# [WORK TASK]
Filter the records below, keeping only lines with the string "dead".

Collected data:
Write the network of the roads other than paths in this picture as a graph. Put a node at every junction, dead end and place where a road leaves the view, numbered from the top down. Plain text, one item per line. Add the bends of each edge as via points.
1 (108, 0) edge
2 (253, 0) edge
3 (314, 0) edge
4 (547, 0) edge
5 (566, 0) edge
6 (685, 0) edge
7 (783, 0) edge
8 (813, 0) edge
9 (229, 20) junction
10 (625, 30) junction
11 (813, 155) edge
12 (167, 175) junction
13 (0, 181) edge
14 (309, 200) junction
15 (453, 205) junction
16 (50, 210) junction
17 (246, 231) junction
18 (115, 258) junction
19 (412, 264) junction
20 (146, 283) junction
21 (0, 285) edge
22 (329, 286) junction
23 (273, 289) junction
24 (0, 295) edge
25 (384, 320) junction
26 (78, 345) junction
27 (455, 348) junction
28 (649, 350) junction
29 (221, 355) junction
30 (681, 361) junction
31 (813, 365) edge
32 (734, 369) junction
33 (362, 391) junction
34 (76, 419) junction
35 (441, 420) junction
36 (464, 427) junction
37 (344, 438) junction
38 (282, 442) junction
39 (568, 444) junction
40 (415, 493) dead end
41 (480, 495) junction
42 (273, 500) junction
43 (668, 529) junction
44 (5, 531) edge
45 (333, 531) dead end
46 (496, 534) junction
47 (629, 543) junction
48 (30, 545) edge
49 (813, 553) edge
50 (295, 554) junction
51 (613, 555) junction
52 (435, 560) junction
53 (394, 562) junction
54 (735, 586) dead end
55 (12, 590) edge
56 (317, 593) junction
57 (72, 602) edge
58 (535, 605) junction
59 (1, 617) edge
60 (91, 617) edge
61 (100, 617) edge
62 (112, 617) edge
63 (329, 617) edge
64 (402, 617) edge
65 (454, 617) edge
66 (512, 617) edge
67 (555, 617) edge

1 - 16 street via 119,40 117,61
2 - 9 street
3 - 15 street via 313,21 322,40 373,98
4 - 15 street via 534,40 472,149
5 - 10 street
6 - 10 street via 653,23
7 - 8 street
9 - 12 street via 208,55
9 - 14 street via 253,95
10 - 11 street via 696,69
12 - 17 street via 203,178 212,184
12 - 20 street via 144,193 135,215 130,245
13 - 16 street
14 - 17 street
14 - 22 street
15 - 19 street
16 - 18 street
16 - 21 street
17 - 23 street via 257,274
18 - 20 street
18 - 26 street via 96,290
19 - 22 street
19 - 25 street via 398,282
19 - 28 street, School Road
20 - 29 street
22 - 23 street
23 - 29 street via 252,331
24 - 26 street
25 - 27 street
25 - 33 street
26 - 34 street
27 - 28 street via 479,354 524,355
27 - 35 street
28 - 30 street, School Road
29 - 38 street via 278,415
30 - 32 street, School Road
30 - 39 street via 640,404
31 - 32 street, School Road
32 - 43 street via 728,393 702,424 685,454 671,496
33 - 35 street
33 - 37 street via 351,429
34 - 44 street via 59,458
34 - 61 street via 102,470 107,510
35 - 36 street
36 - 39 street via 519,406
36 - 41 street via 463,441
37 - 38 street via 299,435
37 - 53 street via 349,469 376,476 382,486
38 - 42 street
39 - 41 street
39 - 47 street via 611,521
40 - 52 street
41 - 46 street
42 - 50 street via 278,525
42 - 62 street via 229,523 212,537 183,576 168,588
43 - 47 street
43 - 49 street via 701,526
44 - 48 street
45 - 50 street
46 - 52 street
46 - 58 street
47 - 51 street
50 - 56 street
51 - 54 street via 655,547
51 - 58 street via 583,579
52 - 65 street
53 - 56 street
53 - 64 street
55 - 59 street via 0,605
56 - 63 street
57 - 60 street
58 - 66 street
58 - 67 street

# [ANSWER TO THIS PROBLEM]
Write the network of the roads other than paths in this picture as a graph. Put a node at every junction, dead end and place where a road leaves the view, numbered from the top down. Plain text, one item per line. Add the bends of each edge as via points.
40 (415, 493) dead end
45 (333, 531) dead end
54 (735, 586) dead end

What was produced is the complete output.